Une fois ces propositions médicales acceptées, elle ne croit pas qu’il faille s’attarder sur le sexe de chacun outre mesure. "Je ne comprends pas le besoin de se déclarer comme femme ou homme sur notre permis de conduire ou notre passeport. Il y a de meilleures façons d’identifier les gens maintenant", souligne-t-elle. Plus qu’une lourdeur bureaucratique, elle y voit le risque toujours présent de crimes haineux. "Ce type de système peut mettre en danger les gens qui ne s’y conforment pas. Parce que s’ils sont identifiés selon leur appareil génital mais que leur apparence physique n’y correspond pas, ils risquent la mort, littéralement."

Crise d’identité
Ainsi, Julia (nom fictif) grandit parmi les poupées, mais préfère grimper aux arbres; elle est inconfortable en robe et a la mine d’un gamin. Durant son enfance, la situation est désagréable. À l’adolescence, sa vie devient carrément insupportable. C’est la crise d’identité profonde.

Pour la rassurer, les médecins lui confirment qu’elle est bel et bien une "fille", mais qu’elle n’est pas encore "complétée". Pour que monte en elle un sentiment de "femme", ils la bourrent d’hormones et reprennent le bistouri pour lui perfectionner l’appareil génital.

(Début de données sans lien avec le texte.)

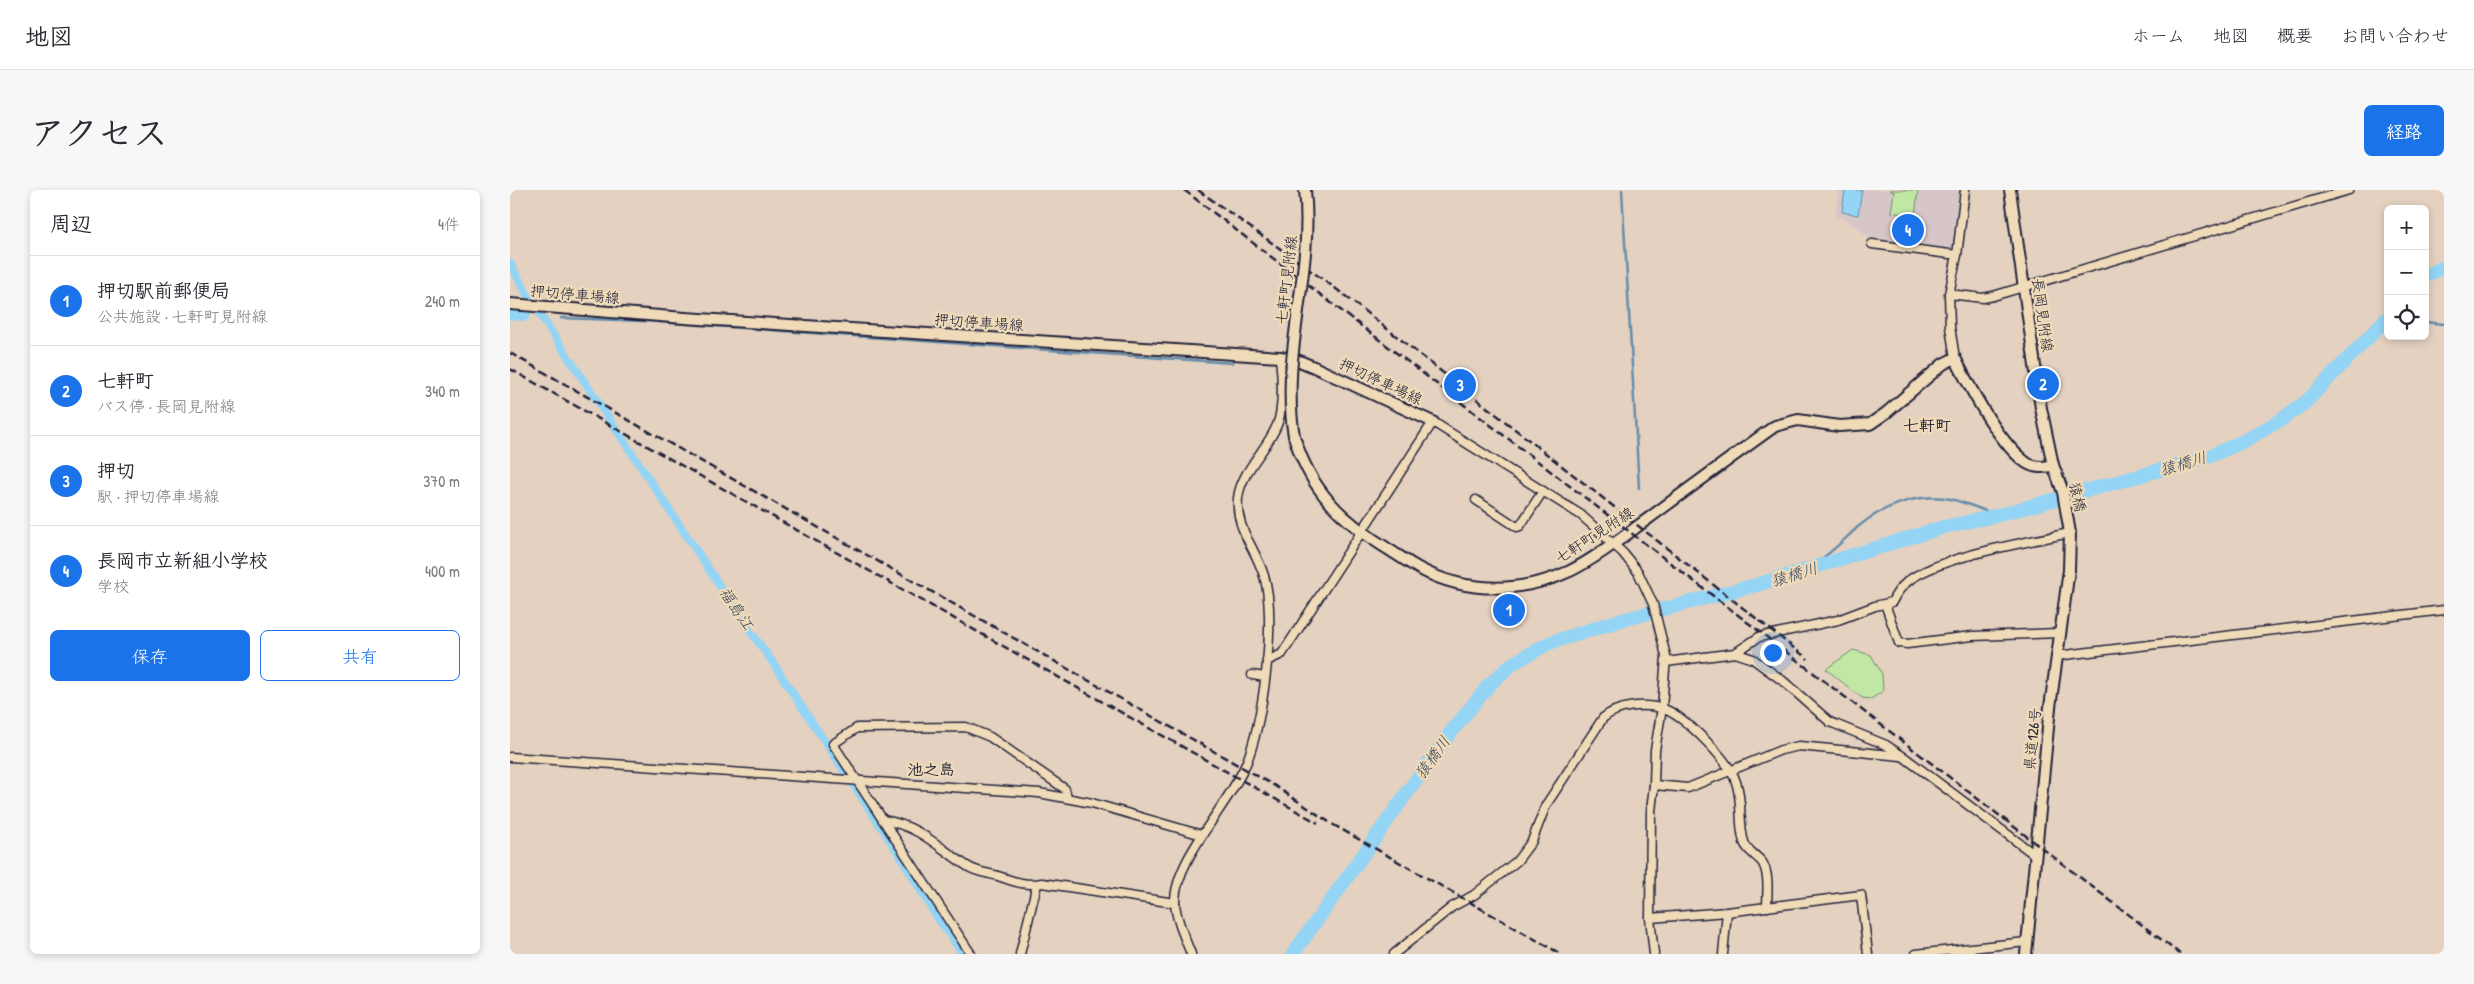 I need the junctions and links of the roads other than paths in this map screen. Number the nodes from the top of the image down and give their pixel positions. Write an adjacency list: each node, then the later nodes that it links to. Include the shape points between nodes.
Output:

Rien n’y fait, le pansement est loin de pouvoir soigner le bobo. Elle est confuse, mal dans sa peau. Et lorsque surviennent ses premiers désirs sexuels, c’est vers les femmes qu’elle se tourne.

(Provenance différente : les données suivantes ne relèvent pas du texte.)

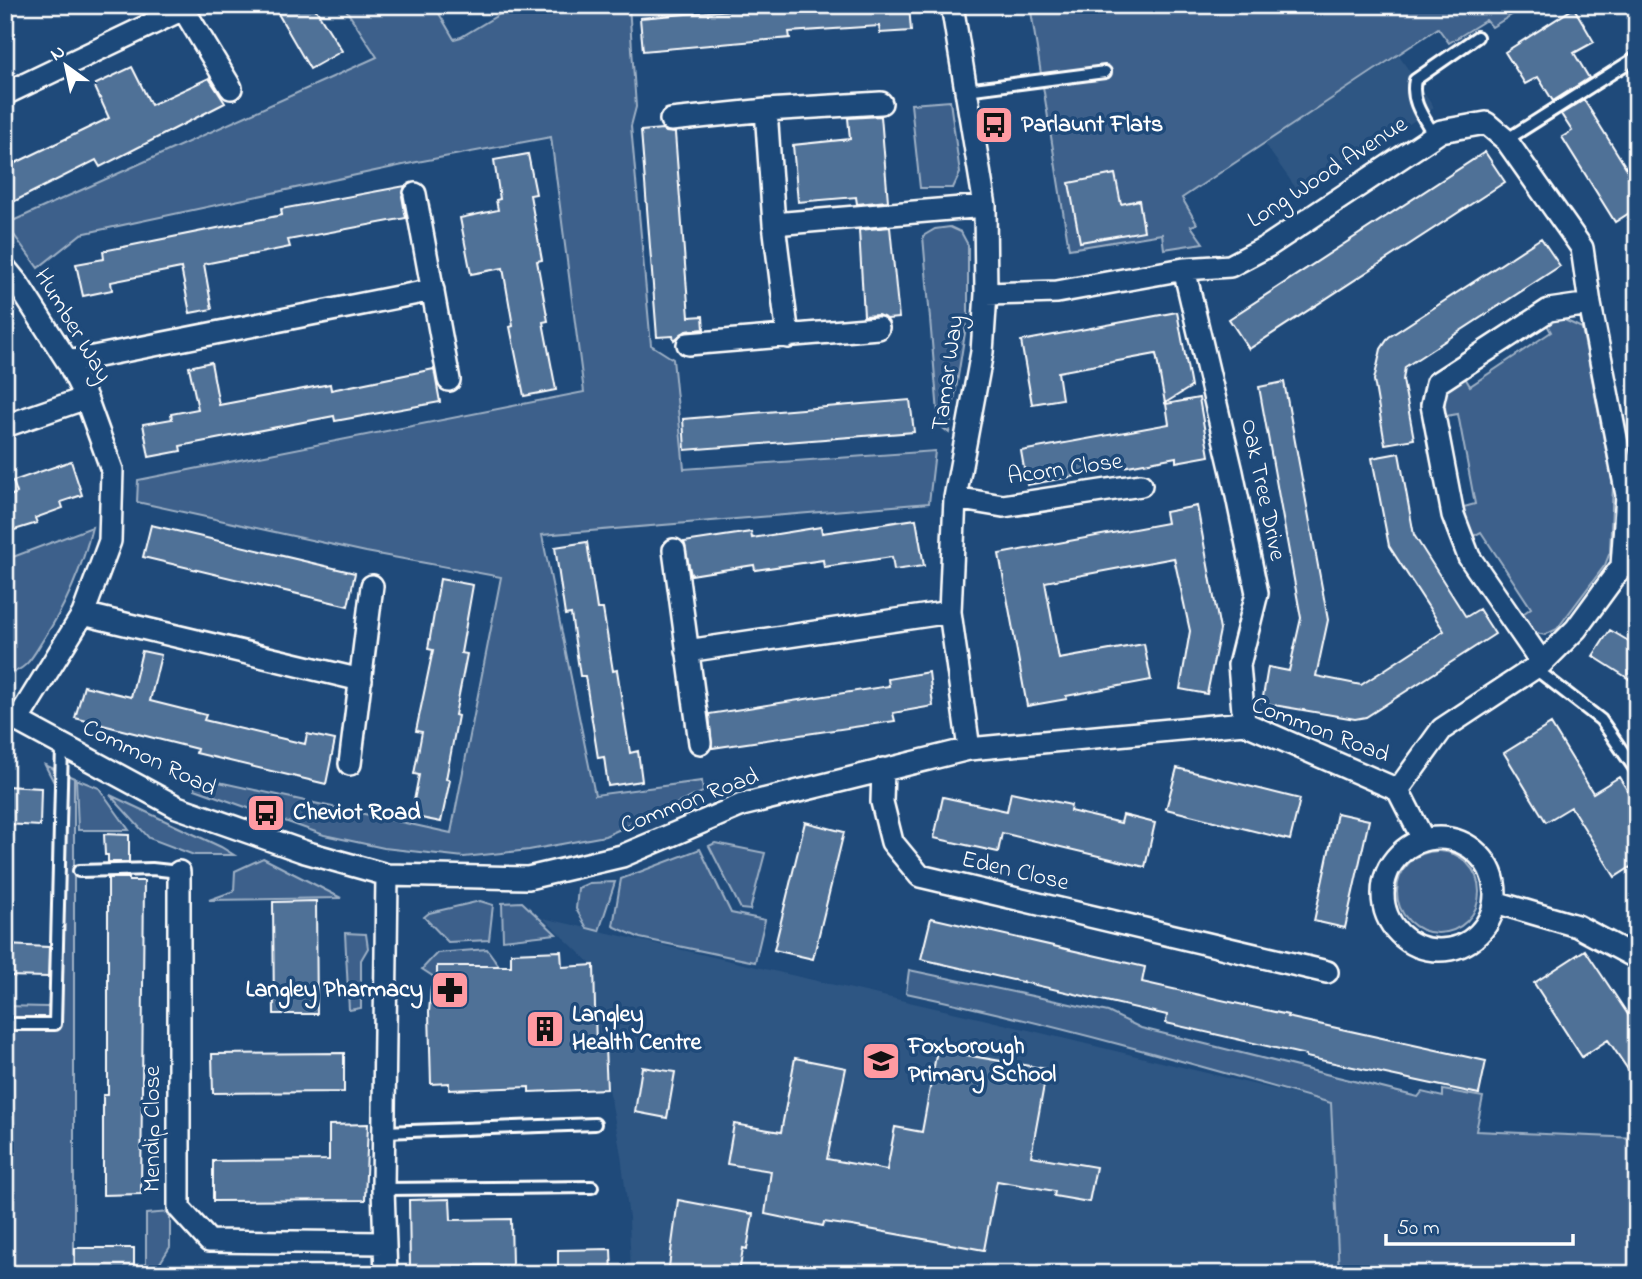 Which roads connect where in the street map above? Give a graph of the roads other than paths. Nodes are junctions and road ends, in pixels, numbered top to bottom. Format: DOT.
graph roads {
  1 [pos="952,5"];
  2 [pos="182,7"];
  3 [pos="1477,37"];
  4 [pos="1637,57"];
  5 [pos="1105,72"];
  6 [pos="231,88"];
  7 [pos="966,90"];
  8 [pos="5,94"];
  9 [pos="881,103"];
  10 [pos="766,110"];
  11 [pos="671,120"];
  12 [pos="1434,135"];
  13 [pos="1506,140"];
  14 [pos="415,194"];
  15 [pos="985,206"];
  16 [pos="774,224"];
  17 [pos="5,268"];
  18 [pos="1184,269"];
  19 [pos="433,290"];
  20 [pos="986,294"];
  21 [pos="1590,304"];
  22 [pos="878,328"];
  23 [pos="788,337"];
  24 [pos="688,344"];
  25 [pos="68,362"];
  26 [pos="449,380"];
  27 [pos="86,398"];
  28 [pos="5,426"];
  29 [pos="1141,485"];
  30 [pos="955,499"];
  31 [pos="674,550"];
  32 [pos="372,586"];
  33 [pos="950,612"];
  34 [pos="83,614"];
  35 [pos="687,650"];
  36 [pos="1537,665"];
  37 [pos="361,680"];
  38 [pos="11,717"];
  39 [pos="1244,723"];
  40 [pos="700,743"];
  41 [pos="62,746"];
  42 [pos="969,749"];
  43 [pos="350,764"];
  44 [pos="1635,766"];
  45 [pos="883,769"];
  46 [pos="1398,790"];
  47 [pos="1423,839"];
  48 [pos="79,870"];
  49 [pos="179,872"];
  50 [pos="387,875"];
  51 [pos="1495,902"];
  52 [pos="1637,958"];
  53 [pos="1327,972"];
  54 [pos="5,1024"];
  55 [pos="595,1124"];
  56 [pos="384,1132"];
  57 [pos="592,1186"];
  58 [pos="383,1189"];
  59 [pos="384,1243"];
  60 [pos="386,1274"];
  1 -- 7 [label="street, Tamar Way"];
  2 -- 6 [label="street"];
  2 -- 8 [label="street"];
  3 -- 12 [label="lane"];
  4 -- 13 [label="lane"];
  5 -- 7 [label="lane"];
  7 -- 15 [label="street, Tamar Way"];
  9 -- 10 [label="street"];
  10 -- 11 [label="street"];
  10 -- 16 [label="street"];
  12 -- 13 [label="street, Long Wood Avenue"];
  12 -- 18 [label="street, Long Wood Avenue"];
  13 -- 21 [label="street, Long Wood Avenue"];
  14 -- 19 [label="street"];
  15 -- 16 [label="street"];
  15 -- 20 [label="street, Tamar Way"];
  16 -- 23 [label="street"];
  17 -- 25 [label="street, Humber Way"];
  18 -- 20 [label="street, Long Wood Avenue"];
  18 -- 39 [label="street, Oak Tree Drive"];
  19 -- 25 [label="street"];
  19 -- 26 [label="street"];
  20 -- 30 [label="street, Tamar Way"];
  21 -- 36 [label="street, Long Wood Avenue"];
  21 -- 36 [label="street"];
  22 -- 23 [label="street"];
  23 -- 24 [label="street"];
  25 -- 27 [label="street, Humber Way"];
  27 -- 28 [label="street"];
  27 -- 34 [label="street, Humber Way"];
  29 -- 30 [label="street, Acorn Close"];
  30 -- 33 [label="street, Tamar Way"];
  31 -- 35 [label="street"];
  32 -- 37 [label="street"];
  33 -- 35 [label="street"];
  33 -- 42 [label="street, Tamar Way"];
  34 -- 37 [label="street"];
  34 -- 38 [label="street, Humber Way"];
  35 -- 40 [label="street"];
  36 -- 44 [label="lane"];
  36 -- 46 [label="street, Long Wood Avenue"];
  37 -- 43 [label="street"];
  38 -- 41 [label="street, Common Road"];
  39 -- 42 [label="street, Common Road"];
  39 -- 46 [label="street, Common Road"];
  41 -- 50 [label="street, Common Road"];
  41 -- 54 [label="lane"];
  42 -- 45 [label="street, Common Road"];
  45 -- 50 [label="street, Common Road"];
  45 -- 53 [label="street, Eden Close"];
  46 -- 47 [label="street, Common Road"];
  47 -- 51 [label="street"];
  47 -- 51 [label="street"];
  48 -- 49 [label="lane"];
  49 -- 59 [label="street, Mendip Close"];
  50 -- 56 [label="street"];
  51 -- 52 [label="street"];
  55 -- 56 [label="lane"];
  56 -- 58 [label="street"];
  57 -- 58 [label="lane"];
  58 -- 59 [label="street"];
  59 -- 60 [label="street"];
}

"La masculinité et la féminité sont des concepts culturels, croit Anne Fausto-Sterling. En effet, la société impose la dichotomie mâle-femelle à un âge de plus en plus jeune, laissant au système à deux sexes une place grandissante dans notre perception de l’humain", ajoute l’auteure de plusieurs ouvrages, dont Sexing the Body: Gender Politics and the Construction of Sexuality, paru l’an dernier.

"Je soutiens que ces enfants ont besoin d’être élevés sur la base de la franchise, afin qu’ils soient en mesure de comprendre la situation; et quand vient le temps de prendre une décision quant à un éventuel traitement de leur condition, ils devraient être en âge de comprendre et de participer à cette décision." À moins que la vie de ces enfants ne soit menacée (par un mauvais fonctionnement du système urinaire qui entraînerait de graves problèmes rénaux, par exemple), elle suggère qu’un suivi médical complet soit engagé, de manière à ce que les enfants comprennent l’origine de la situation, et qu’ils soient bien informés de leur état. "Au lieu de la chirurgie, on pourrait proposer un service de consultation de qualité pour les parents et les enfants."

Julia, elle, a décidé qu’elle n’en pouvait plus de subir les pressions d’une société fermée, et elle a pris les moyens nécessaires pour s’y conformer. Malgré son attirance pour les femmes, elle a épousé un homme, qu’elle quitta quelques années plus tard lorsqu’elle rencontra Lisa (nom fictif). C’est grâce à cette dernière qu’elle sortit enfin de ses années de noirceur et de crise identitaire. Lesbienne pendant un temps, elle choisit finalement de retourner sur la table d’opération, devint un homme (Julian), et se maria avec Lisa.

Même si elle résulte de certaines écarts de conduite de Dame Nature, y a-t-il une décision plus personnelle que celle de choisir son sexe? Aujourd’hui, Julian s’interroge lui-même sur le droit des parents à élever leurs enfants "en filles" ou "en garçons". Père d’une magnifique petite fille, il porte les cicatrices d’une vie troublée par la confusion, l’interrogation, le mensonge et le rejet, et n’hésite pas à condamner l’intolérance médicale et sociale à l’égard des personnes qui n’entrent pas parfaitement dans le moule de l’homme ou de la femme.

L’important, c’est un bébé en santé, vous dites?